We
have relied on Marx and others for their idea of 'commodity
fetishism' to enable a critique of capitalism. We believe that with
the idea of commodity fetishism, Marx wanted to highlight that the
amount of labor expended for the production of a commodity had to be
included in the price/value (we use price and value interchangeably)
of the commodity. In the industrial age, this meant that the value of
the workers in a factory had to be included in the commodity they
produced. But how can we take this idea forward and speak of the
need to address a new kind of commodity fetishism? How is the idea of
commodity fetishism relevant in the post-industrial age, when
the labor work force is slowly getting diminished?
What
is assumed in the production process of the commodity is that the
flows of information regarding the commodity goes in one direction:
in theory, from the laborer to the capitalist to the investor.
However, such a flow is not necessarily what defines the commodity
value today. We have to look at the opposite of the flow
laborer-to-investor and look at the flow investor-to-laborer. In
short, we must consider how the investor shapes the value of the
commodity. It is the demographics of the investor body which also
determines the value of a commodity today.
We
arrive at such a conclusion because we have witnessed today that the
capitalist-investor interaction is itself getting much hype and
attention (imagining someone like Steve Jobs as the capitalist and
thinking of his presentations of Apple products to the investor
body). For instance, it seems that the investor himself/herself is
now a part of the media frenzy surrounding a product. The investor is
today present to the process of production in a more apparent way.
So, it seems to us that this means the investor is also a component
in the production and subsequent valuation of the commodity. The
investor does not arrive at the end of a production cycle, but
intervenes in the process of production during its various points.

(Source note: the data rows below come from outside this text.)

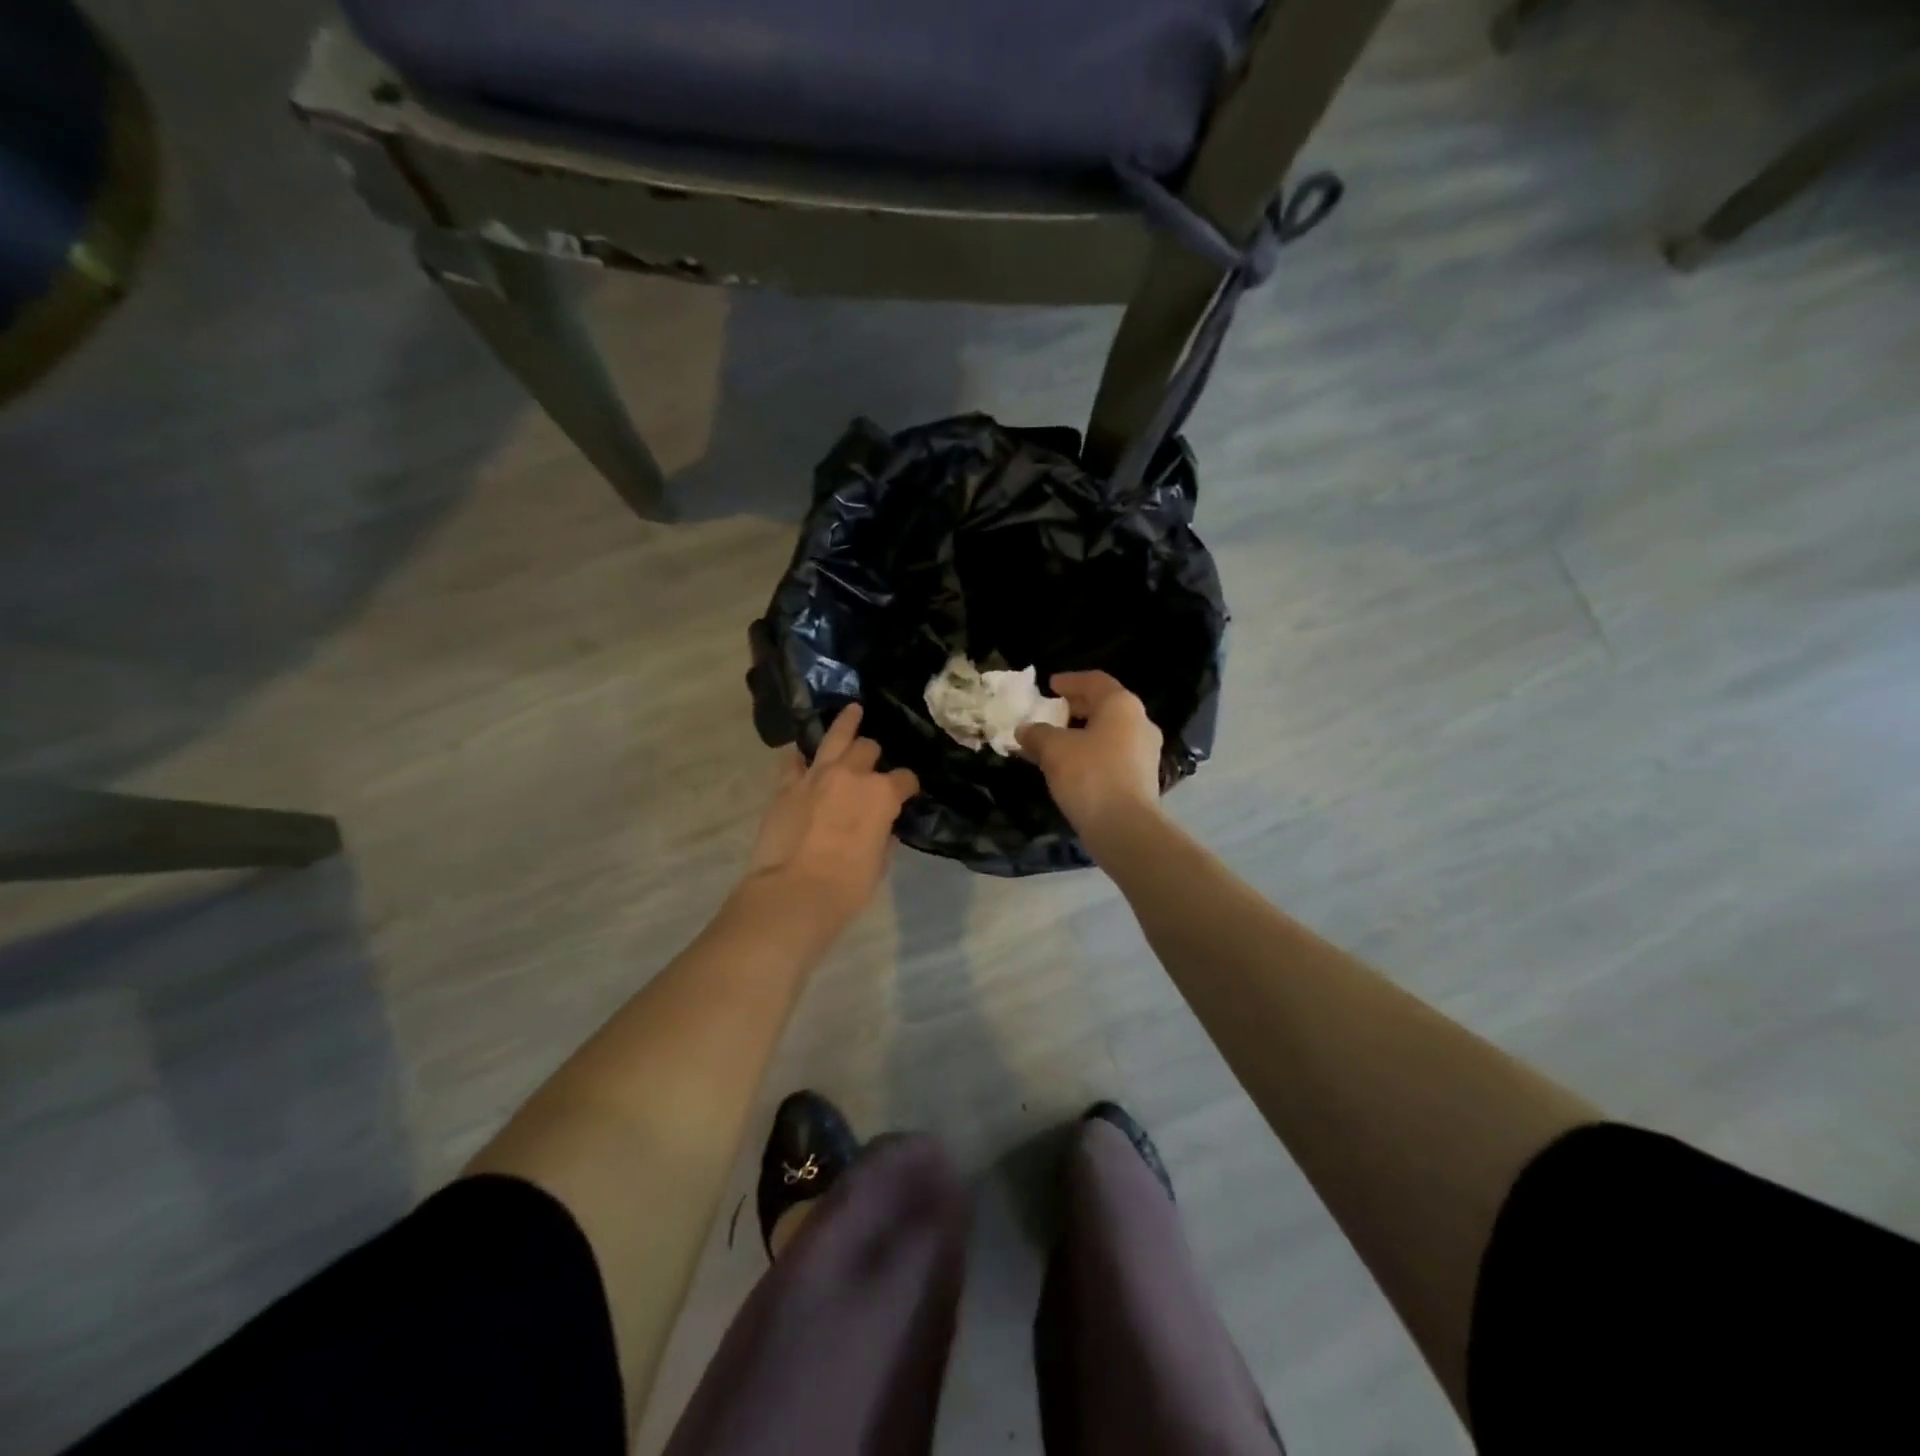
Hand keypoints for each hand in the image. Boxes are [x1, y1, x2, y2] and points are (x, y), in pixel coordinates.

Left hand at [745, 704, 918, 922]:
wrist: (794, 892)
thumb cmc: (847, 886)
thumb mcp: (878, 863)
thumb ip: (882, 836)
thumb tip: (880, 828)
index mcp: (883, 795)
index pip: (904, 779)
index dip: (907, 785)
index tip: (906, 792)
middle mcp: (852, 774)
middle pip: (868, 749)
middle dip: (873, 756)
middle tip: (871, 764)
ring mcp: (816, 775)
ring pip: (835, 737)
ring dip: (846, 724)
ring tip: (853, 710)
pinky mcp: (787, 785)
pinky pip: (793, 760)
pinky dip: (800, 758)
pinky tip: (802, 756)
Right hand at [1015, 671, 1162, 834]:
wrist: (1124, 828)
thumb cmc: (1090, 775)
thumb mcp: (1054, 749)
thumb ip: (1037, 734)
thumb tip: (1025, 730)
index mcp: (1122, 705)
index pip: (1095, 681)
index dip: (1070, 680)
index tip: (1050, 685)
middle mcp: (1140, 723)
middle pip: (1105, 707)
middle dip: (1076, 708)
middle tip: (1052, 712)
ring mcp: (1145, 753)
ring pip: (1109, 733)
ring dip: (1081, 734)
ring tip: (1054, 743)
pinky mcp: (1143, 779)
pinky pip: (1112, 756)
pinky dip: (1090, 754)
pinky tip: (1070, 767)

The investor's behavior, agendas, whims...in short, a type of
investor knowledge determines the value of the commodity.
The
steady increase in the involvement of the investor, who usually
remained behind the scenes for the most part and then performed as
the audience for a capitalist's product, might mean something
positive for Marxists: that the capitalist is getting marginalized,
and the dominating logic is not that the product is produced, but the
whys and hows of the production of the product; in short, the
investor's questions regarding the product. The capitalist is
involved directly with the material product, and disregards questions
of its value (because for the capitalist, in a somewhat Lacanian-Zizekian
sense, the value of a product is not possible to determine, for the product occupies the position of a lack, a lack which is here
understood as the lack of a coexistence of interests to form the
relation investor-capitalist-laborer...the capitalist believes in
this non-relation of the parties of the production cycle; in a sense, the capitalist disregards the investor and the laborer in the production process).
Whereas for the investor, the questions on value are very important,
as are the same questions important for the laborer because the value
of a product determines the laborer's wages.
Let
us end with an example of the reversal of the production cycle. It
occurs in Fair Trade products, which do not rely on the capital and
labor intensity for the product's value, but rather rely on something
more intangible, such as the ethics behind the production process.

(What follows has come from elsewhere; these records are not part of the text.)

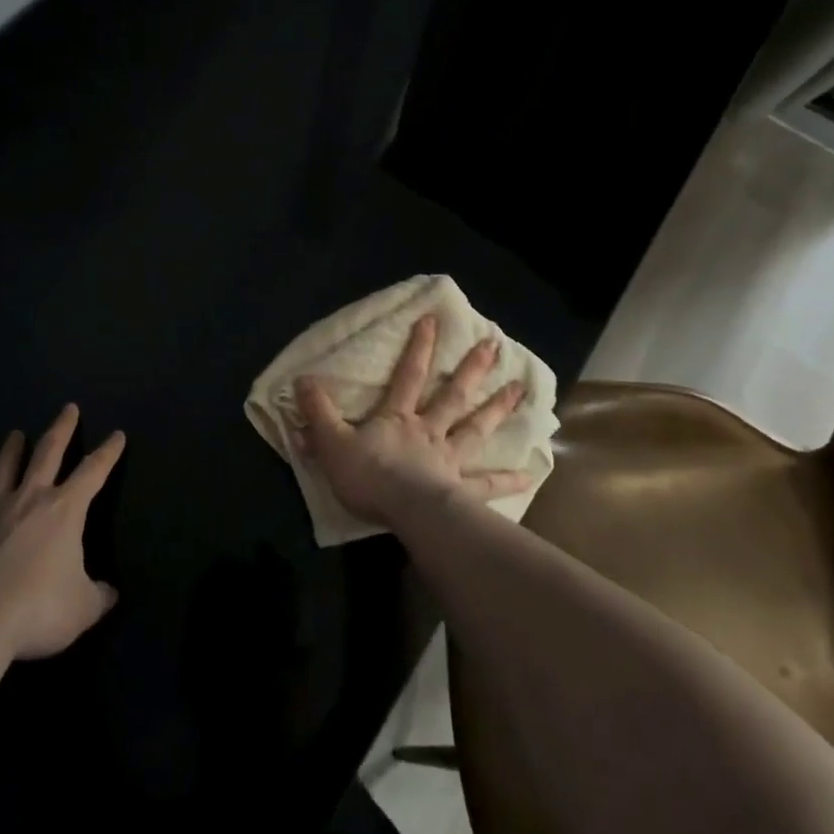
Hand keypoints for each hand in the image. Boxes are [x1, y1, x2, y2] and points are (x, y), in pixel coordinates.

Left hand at [0, 405, 124, 659]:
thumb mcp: (82, 608)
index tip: (117, 434)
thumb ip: (98, 596)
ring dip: (12, 450)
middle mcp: (31, 499)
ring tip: (15, 434)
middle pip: (48, 452)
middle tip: (68, 407)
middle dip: (62, 428)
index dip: (108, 452)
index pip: (94, 470)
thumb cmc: (38, 607)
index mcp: (65, 509)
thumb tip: (110, 592)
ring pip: (6, 470)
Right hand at [292, 314, 530, 528]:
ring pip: (476, 428)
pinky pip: (489, 484)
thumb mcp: (332, 442)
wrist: (404, 513)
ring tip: (520, 390)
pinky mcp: (463, 490)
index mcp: (397, 418)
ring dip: (498, 408)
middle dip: (472, 369)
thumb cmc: (369, 476)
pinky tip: (532, 472)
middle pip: (453, 395)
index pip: (408, 375)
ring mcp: (449, 459)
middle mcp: (429, 431)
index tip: (433, 319)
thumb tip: (301, 379)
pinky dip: (509, 478)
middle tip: (495, 345)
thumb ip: (318, 412)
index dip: (419, 347)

Ethics is an example of a factor by which the investor values the
product. But we cannot only see the positives of such a process, for
we must also ensure, in Fair Trade, that the laborer gets as much of
a say in the valuation of his/her product as the investor does. In
short, the marginalization of the capitalist should not only imply
more power for the investor, but the laborer should also get more
power in the valuation process. Fair Trade cannot be reduced to a
singular, historical moment where the investor and the
laborer's valuation align. The post-industrial age cannot signal the
return of a new protocol of commodity fetishism, as practiced by the
investor rather than the capitalist.